OCD and Anxiety Disorders Week


OCD and Anxiety Disorders Week

Did you know that between August 4th and 10th 2021, it is OCD and Anxiety Disorder week? It is a week dedicated to OCD and anxiety disorder sufferers to raise awareness and educate individuals about the conditions and the treatment options that is available for them. As Sydney is currently in a lockdown, it is especially important to be aware and recognise symptoms of anxiety to ensure that an optimal management plan is in place. So have a read about anxiety disorder – a condition that currently affects one in seven Australians.

Anxiety is mental health condition which causes a physical response from the body to threats or perceived threats. This can cause an increase in breathing and heart rate as well as mental responses such as excessive fears, worries or obsessive thinking. Anxiety isn’t usually caused by a single factor but a combination of different reasons. This includes:

  • Family history of mental health conditions: individuals who experience anxiety, may have a genetic predisposition towards anxiety which could be inherited from a family member.
  • Personality factors: Certain personality traits can contribute to having anxiety such as perfectionists, lack of self-esteem or wanting to control everything.
  • Ongoing stressful events: such as work / family changes, physical injuries, death or loss of a loved one.
  • Physical health problems: Such as hypertension, heart disease, diabetes and asthma.
  • Other mental health conditions: Individuals may experience anxiety on its own, however it is common to experience more than one mental health condition such as depression and anxiety together.
  • Substance use: Alcohol or drug misuse can aggravate anxiety systems.

The most common types of anxiety disorder include:

  • Generalised Anxiety Disorder: A person feeling anxious on most days for six months or longer.
  • Social Anxiety: Avoidance of social situations or experiencing the feelings of intense fear of being criticised or embarrassed from everyday situations such as public speaking.
  • Specific Phobia: Feeling very fearful of a specific object or situation and may go to extreme lengths to avoid it.
  • Panic Disorder: Also known as an anxiety attack, is the feeling of been overwhelmed and often uncontrolled feelings of anxiety with a range of physical symptoms such as shortness in breath or chest pain.

Unfortunately, the majority of individuals with an anxiety disorder avoid treatment and do not seek help. A common reason for this is the stigma that is associated with mental health illness, which is often caused by a lack of awareness, lack of education, lack of perception and the complex nature of the illness. Another common reason for avoiding treatment is that individuals may find it difficult discussing how they are feeling with their family, friends or a health profession, fearing that they may be judged or associated with a mental health illness.
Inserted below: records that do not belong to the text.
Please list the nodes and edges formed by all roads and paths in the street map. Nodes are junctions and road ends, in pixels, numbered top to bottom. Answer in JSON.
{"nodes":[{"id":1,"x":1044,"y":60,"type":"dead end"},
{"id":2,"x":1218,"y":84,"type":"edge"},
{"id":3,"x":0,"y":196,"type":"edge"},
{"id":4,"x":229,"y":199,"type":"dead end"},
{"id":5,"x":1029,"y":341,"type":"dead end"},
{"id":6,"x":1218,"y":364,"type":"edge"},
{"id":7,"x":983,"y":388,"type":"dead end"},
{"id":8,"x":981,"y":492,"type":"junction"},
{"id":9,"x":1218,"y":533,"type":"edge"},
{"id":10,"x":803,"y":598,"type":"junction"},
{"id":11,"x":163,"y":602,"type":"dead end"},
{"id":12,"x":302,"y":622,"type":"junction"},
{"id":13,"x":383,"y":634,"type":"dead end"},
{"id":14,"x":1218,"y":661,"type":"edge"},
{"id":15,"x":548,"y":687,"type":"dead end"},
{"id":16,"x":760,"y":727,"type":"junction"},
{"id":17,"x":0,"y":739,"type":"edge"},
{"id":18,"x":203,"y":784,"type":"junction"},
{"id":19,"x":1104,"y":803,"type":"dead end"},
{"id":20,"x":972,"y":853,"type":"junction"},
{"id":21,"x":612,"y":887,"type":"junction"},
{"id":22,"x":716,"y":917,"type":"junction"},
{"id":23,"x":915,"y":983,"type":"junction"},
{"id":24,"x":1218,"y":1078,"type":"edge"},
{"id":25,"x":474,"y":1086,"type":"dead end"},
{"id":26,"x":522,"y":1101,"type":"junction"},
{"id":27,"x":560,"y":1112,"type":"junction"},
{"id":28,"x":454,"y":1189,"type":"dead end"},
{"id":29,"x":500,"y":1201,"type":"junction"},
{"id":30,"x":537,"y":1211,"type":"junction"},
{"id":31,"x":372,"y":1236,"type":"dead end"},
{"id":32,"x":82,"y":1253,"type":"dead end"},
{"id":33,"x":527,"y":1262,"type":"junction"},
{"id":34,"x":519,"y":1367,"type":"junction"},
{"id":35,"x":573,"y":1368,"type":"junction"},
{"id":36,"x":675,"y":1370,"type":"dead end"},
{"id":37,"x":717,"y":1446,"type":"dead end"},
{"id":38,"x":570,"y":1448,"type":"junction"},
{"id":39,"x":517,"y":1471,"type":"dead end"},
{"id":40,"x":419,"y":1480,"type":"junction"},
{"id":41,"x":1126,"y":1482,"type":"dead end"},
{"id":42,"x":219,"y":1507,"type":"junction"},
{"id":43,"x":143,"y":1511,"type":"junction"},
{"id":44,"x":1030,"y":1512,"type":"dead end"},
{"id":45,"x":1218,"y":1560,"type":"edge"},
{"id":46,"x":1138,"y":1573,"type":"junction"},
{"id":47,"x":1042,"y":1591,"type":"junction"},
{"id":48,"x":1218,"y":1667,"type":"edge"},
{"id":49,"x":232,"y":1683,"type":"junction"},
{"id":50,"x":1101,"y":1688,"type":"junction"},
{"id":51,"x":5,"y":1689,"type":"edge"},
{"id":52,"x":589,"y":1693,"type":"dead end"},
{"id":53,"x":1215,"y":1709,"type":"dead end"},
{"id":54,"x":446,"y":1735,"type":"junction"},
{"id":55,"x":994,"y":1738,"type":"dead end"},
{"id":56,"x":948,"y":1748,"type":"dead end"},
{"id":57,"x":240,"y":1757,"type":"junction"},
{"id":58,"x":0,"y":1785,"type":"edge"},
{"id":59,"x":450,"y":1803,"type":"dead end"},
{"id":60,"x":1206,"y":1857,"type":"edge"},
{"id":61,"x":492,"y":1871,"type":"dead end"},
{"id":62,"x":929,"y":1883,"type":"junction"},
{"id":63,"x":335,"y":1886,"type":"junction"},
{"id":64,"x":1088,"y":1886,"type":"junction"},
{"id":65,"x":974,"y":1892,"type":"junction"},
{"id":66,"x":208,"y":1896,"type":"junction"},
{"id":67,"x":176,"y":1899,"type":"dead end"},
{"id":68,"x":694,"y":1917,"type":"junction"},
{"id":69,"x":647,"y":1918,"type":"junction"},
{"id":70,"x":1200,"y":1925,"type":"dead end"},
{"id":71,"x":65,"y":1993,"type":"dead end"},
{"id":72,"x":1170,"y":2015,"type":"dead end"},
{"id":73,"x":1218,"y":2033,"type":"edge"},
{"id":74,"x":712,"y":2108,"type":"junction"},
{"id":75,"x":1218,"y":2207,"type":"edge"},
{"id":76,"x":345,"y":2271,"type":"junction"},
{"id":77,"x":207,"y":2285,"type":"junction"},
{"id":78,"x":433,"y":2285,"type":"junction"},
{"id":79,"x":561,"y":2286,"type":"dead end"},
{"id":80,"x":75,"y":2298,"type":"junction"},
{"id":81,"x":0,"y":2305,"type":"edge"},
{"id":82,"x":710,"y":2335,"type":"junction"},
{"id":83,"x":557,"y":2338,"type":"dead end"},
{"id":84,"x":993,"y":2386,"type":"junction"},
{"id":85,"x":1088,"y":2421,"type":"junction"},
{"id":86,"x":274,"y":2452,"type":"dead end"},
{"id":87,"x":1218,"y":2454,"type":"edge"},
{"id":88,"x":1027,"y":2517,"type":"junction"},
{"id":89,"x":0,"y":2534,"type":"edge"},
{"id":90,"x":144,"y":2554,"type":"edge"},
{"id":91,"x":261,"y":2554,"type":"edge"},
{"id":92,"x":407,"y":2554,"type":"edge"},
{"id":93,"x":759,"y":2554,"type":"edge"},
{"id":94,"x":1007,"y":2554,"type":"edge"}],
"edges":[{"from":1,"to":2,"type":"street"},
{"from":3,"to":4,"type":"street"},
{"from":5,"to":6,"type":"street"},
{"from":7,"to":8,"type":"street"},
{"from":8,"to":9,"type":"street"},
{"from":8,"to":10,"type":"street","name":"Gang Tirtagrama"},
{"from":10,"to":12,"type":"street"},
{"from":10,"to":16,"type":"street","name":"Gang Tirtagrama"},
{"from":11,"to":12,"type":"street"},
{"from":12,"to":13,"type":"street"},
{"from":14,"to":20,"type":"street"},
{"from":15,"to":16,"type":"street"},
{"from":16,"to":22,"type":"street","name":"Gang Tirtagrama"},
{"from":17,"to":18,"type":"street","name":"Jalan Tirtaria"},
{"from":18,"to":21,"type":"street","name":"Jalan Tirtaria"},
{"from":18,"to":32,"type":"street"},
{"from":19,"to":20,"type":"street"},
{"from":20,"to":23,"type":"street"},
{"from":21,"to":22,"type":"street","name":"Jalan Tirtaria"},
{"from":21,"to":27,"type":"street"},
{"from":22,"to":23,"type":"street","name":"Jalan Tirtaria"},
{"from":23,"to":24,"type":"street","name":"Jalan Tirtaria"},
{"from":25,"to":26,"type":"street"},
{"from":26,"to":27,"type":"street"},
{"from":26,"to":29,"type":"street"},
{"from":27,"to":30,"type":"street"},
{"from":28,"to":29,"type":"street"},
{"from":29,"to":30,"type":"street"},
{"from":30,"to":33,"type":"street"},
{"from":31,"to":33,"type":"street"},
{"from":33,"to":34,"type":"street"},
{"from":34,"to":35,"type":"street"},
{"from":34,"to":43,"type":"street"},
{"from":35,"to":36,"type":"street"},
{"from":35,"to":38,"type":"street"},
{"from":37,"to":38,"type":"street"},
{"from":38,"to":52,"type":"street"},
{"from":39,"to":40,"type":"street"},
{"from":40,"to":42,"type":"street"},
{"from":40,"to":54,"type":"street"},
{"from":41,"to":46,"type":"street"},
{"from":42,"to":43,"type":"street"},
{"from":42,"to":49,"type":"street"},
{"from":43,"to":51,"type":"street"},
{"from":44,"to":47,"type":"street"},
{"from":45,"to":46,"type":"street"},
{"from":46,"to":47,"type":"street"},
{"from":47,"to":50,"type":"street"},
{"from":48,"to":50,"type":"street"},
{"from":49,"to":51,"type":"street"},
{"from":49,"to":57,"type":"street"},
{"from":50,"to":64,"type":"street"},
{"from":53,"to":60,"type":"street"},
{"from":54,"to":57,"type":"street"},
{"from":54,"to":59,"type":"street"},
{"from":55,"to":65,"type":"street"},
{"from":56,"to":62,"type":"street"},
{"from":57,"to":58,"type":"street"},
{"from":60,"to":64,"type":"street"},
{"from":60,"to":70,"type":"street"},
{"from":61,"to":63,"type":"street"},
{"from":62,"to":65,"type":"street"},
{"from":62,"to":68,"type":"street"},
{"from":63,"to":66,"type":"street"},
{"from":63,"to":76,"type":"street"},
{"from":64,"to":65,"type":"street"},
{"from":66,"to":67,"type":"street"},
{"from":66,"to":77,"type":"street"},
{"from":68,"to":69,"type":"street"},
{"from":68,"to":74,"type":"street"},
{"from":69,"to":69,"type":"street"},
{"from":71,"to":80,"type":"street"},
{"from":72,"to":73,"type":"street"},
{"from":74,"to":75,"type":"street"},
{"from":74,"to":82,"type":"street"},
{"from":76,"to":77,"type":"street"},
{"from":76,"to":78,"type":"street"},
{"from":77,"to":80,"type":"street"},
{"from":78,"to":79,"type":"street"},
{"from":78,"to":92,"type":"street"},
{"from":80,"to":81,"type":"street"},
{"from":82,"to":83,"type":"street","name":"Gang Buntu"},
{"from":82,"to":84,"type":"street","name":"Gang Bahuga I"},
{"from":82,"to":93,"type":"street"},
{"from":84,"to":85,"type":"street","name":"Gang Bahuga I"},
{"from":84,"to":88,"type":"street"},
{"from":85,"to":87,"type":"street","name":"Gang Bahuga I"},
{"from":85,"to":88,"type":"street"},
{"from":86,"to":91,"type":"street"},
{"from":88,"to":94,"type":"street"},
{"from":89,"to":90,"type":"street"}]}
According to the World Health Organisation, 3.6% or 264 million individuals around the world have an anxiety disorder and only around one-third of those individuals seek treatment. It is important to recognise the symptoms and start treatment as soon as possible as early intervention can help:

  • Prevent or reduce the progression of the anxiety disorder.
  • Reduce the effects on activities of daily living.
  • Improve diagnosis and treatment options.

Individuals usually seek pharmacotherapy or psychotherapy as a form of treatment for anxiety disorder, however did you know that exercise can also be another form of treatment? It can be use either as a solo form of treatment or in combination with pharmacotherapy and psychotherapy treatment to help manage anxiety disorders or even prevent the onset of anxiety. Research has shown that individuals who engage in regular vigorous exercise were 25% less to develop anxiety disorder over the next five years. Individuals who engage in at least 30 minutes of aerobic training a day, three to five days a week can significantly improve anxiety symptoms. High-intensity training have been found to be more effective than low intensity training, however individuals will still experience the benefits of exercise with a low-intensity routine. Some other benefits of exercise include:

  • Release of “feel-good” endorphins.
  • Moving your body to reduce muscle tension, resulting in lowering the body’s contribution to feeling anxious.
  • Lowering sympathetic nervous system activity
  • Increasing the activation of the frontal regions of the brain – which is responsible for controlling the amygdala (our emotional response).

Under the Australian Medicare Scheme, individuals can create a Mental Health Treatment Plan with their GP, which allows them to claim up to 20 sessions with a mental health professional each calendar year. This is advantageous for individuals who want to seek early intervention or require guidance from a professional to help manage their anxiety disorder. In addition, individuals also can receive up to 5 Exercise Physiology sessions under the Medicare Scheme per year. This will allow the individual, especially those who have limited experience with exercise, to seek out an Exercise Physiologist who can work together with the doctor and other treating parties to formulate an exercise program tailored specifically for the individual.